Monday, February 22, 2010

Umami Burger Part 3: Umami Burger FAIL!

So if you've read this and this you know that I am a huge Umami Burger fan. I'm such a fan and I think so highly of their product that I was very excited to take a couple chef friends who were in town from Berkeley to try what I considered to be one of the best burgers I've ever had. It would figure that on this one occasion where I really needed Umami Burger to shine it would fall flat on its big, juicy, ground beef face.

To be fair, we were going to the heretofore unvisited original La Brea location--a spot known for its tiny-ness and lack of a liquor license, but it was a fairly inexcusable performance.

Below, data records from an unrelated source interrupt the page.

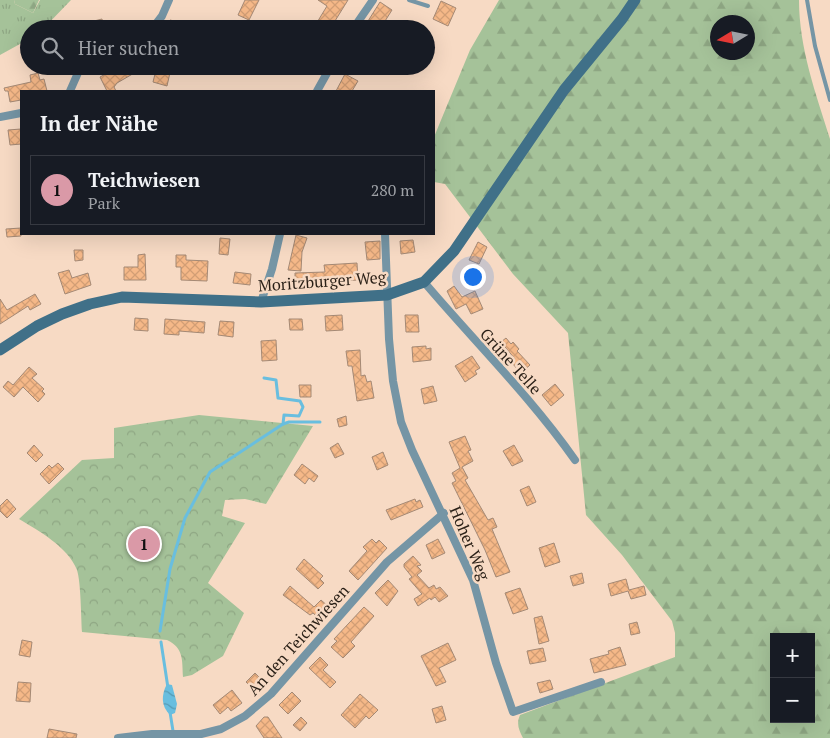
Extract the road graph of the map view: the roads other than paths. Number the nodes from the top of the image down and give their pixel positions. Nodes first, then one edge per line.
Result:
1 (169, 0) edge
2 (373, 0) edge
3 (409, 0) edge
4 (634, 0) edge
5 (807, 0) edge
6 (428, 6) dead end
7 (159, 20) edge
8 (359, 20) edge
9 (78, 75) edge
10 (326, 75) edge
11 (70, 90) edge
12 (317, 90) edge
13 (830, 100) edge
14 (20, 113) edge
15 (0, 117) edge
16 (280, 235) edge
17 (386, 235) edge
18 (424, 282) junction
19 (387, 295) junction
20 (261, 302) junction
21 (0, 350) edge
22 (575, 460) dead end
23 (444, 513) junction
24 (601, 682) dead end
25 (202, 736) edge
26 (118, 738) edge

1 - 7 street
2 - 8 street
3 - 6 lane
4 - 18 street, Moritzburger Weg
5 - 13 lane
9 - 11 street
10 - 12 street
14 - 15 street
16 - 20 street
17 - 19 street, Hoher Weg
18 - 19 street, Moritzburger Weg
18 - 22 street, Grüne Telle
19 - 20 street, Moritzburger Weg
19 - 23 street, Hoher Weg
20 - 21 street, Moritzburger Weg
23 - 24 street, Hoher Weg
23 - 25 street, An den Teichwiesen
25 - 26 street, An den Teichwiesen

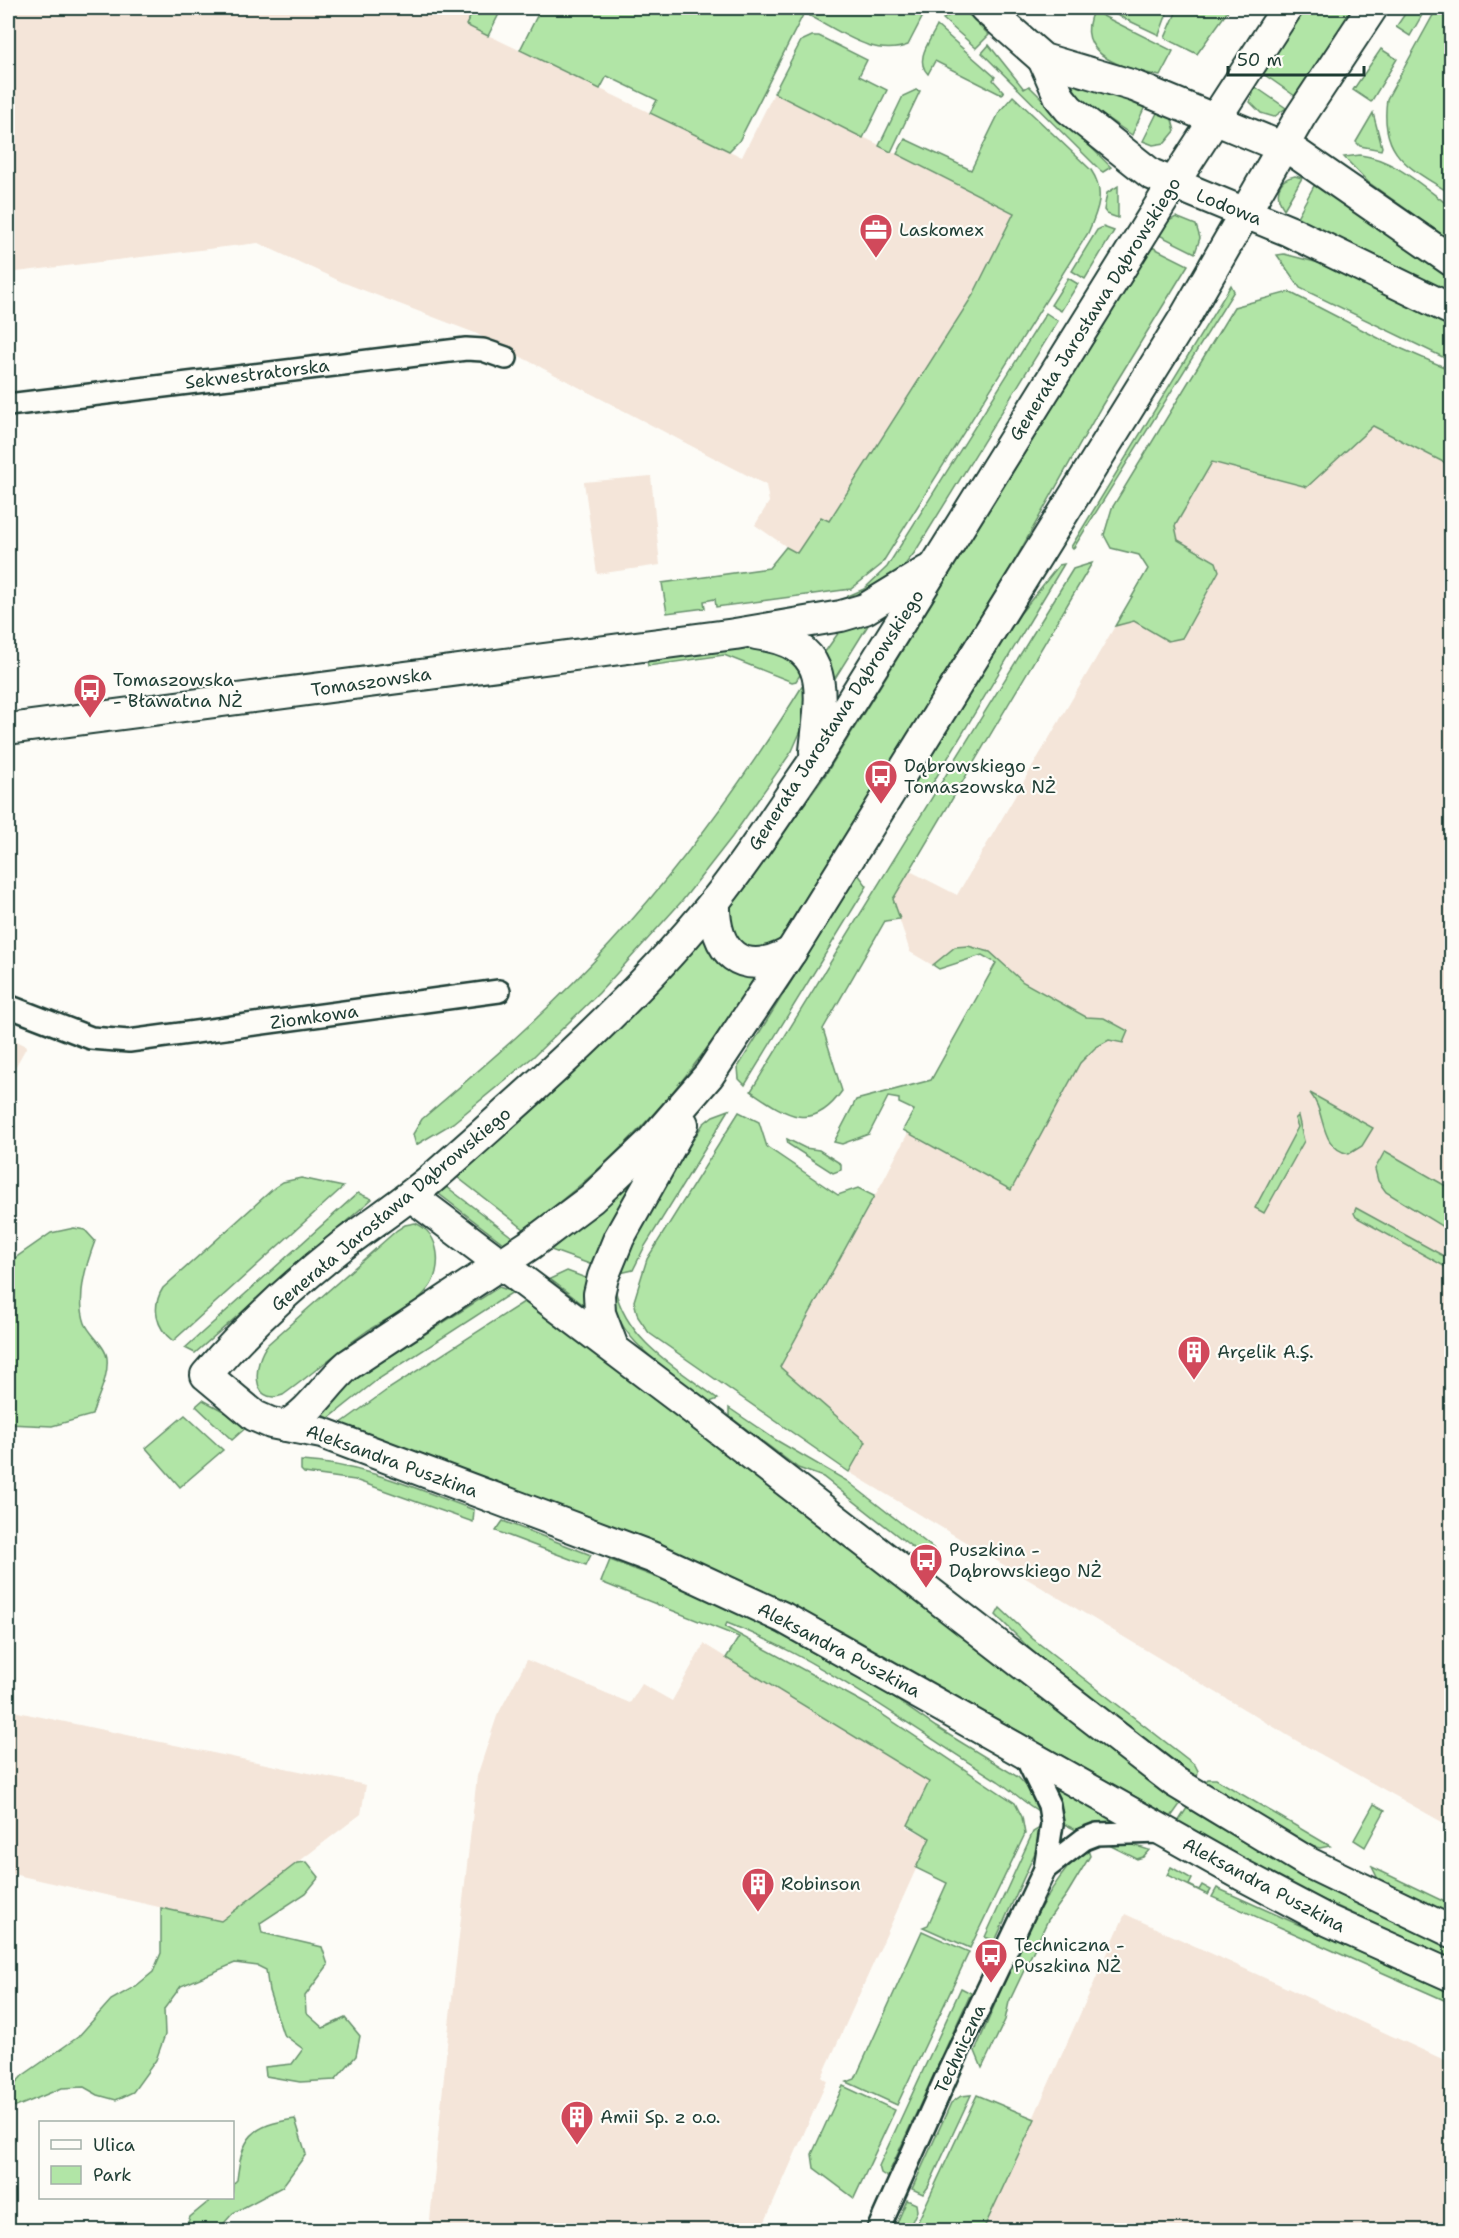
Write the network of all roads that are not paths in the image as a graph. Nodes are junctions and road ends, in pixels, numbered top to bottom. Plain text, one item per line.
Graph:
1 (985, 8) edge
2 (1287, 8) edge
3 (1372, 8) edge
4 (1043, 58) junction
5 (1214, 119) junction
6 (1283, 147) junction
7 (1173, 184) junction
8 (1244, 213) junction
9 (1452, 261) edge
10 (1452, 310) edge
11 (506, 358) dead end
12 (8, 405) edge
13 (935, 566) junction
14 (735, 634) junction
15 (8, 729) edge
16 (814, 761) junction
17 (715, 901) junction
18 (791, 952) junction
19 (499, 991) dead end
20 (8, 1006) edge
21 (709, 1075) junction
22 (411, 1196) junction
23 (502, 1263) junction
24 (613, 1347) junction
25 (206, 1375) joint
26 (285, 1426) junction
27 (1023, 1750) junction
28 (1167, 1832) junction
29 (1045, 1869) junction
30 (1452, 1932) edge
31 (1452, 1976) edge
32 (879, 2230) edge

1 - 4 main road, Lodowa
2 - 5 main road, Generała Jarosława Dąbrowskiego
3 - 6 main road
4 - 5 main road, Lodowa
4 - 7 main road, Lodowa
5 - 6 main road, Lodowa
5 - 7 main road, Generała Jarosława Dąbrowskiego
6 - 8 main road
6 - 9 main road, Lodowa
7 - 8 main road, Lodowa
7 - 13 main road, Generała Jarosława Dąbrowskiego
8 - 10 main road, Lodowa
8 - 18 main road
11 - 12 street, Sekwestratorska
13 - 14 main road, Tomaszowska
13 - 16 main road, Generała Jarosława Dąbrowskiego
14 - 15 main road, Tomaszowska
14 - 16 main road, Tomaszowska
16 - 17 main road, Generała Jarosława Dąbrowskiego
17 - 18 main road
17 - 22 main road, Generała Jarosława Dąbrowskiego
18 - 21 main road
19 - 20 street, Ziomkowa
21 - 23 main road
21 - 24 main road
22 - 23 main road
22 - 25 main road, Generała Jarosława Dąbrowskiego
23 - 24 main road
23 - 26 main road
24 - 30 main road
25 - 26 main road, Aleksandra Puszkina
26 - 27 main road, Aleksandra Puszkina
27 - 28 main road, Aleksandra Puszkina
27 - 29 street, Techniczna
28 - 29 street, Techniczna
28 - 31 main road, Aleksandra Puszkina
29 - 32 street, Techniczna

First, they only serve their burgers one temperature, medium-rare. That is not inherently a bad thing--it facilitates speed and efficiency to serve all your meat at one temperature since you can just crank the burgers off the grill regardless of particular orders. But here's the thing, it's pretty much the POINT of a hamburger to use meats you wouldn't necessarily serve medium rare to make the ground beef. I don't mean bad meat, I just mean meat from that 90% of the cow that isn't really suitable to be served dripping.

But fine, I'm with you, you do a medium rare burger, cool. I respect that. I don't recall the other Umami Burger locations being so temperature-specific, but I could be wrong--I will say that my burgers had been right around medium. But at the end of the day if you're going to serve a requisite medium rare burger, make sure it's medium rare. At our table, all of the beef burgers were dripping red rare. They were so rare that none of the patties even held together, this was in contrast to the previous burgers I've had which retained shape and firmness admirably while still being plenty juicy. The rare burgers soaked the bottom bun to the point of destruction, basically they were impossible to eat without a fork. And Umami Burger La Brea doesn't provide forks. This was again in contrast to the previous burgers I'd had which all toed that crucial line--always on the verge of juicy destruction, always succeeding in not going all the way over the top into sloppy burger wreckage.

Another oddity were the thrice-fried French fries, which were not very good. Thick, potato-y, and bland, they had the flavor and texture of undercooked elementary school lunch oven fries. The onion rings were a hit, however, as was my perfectly prepared turkey burger.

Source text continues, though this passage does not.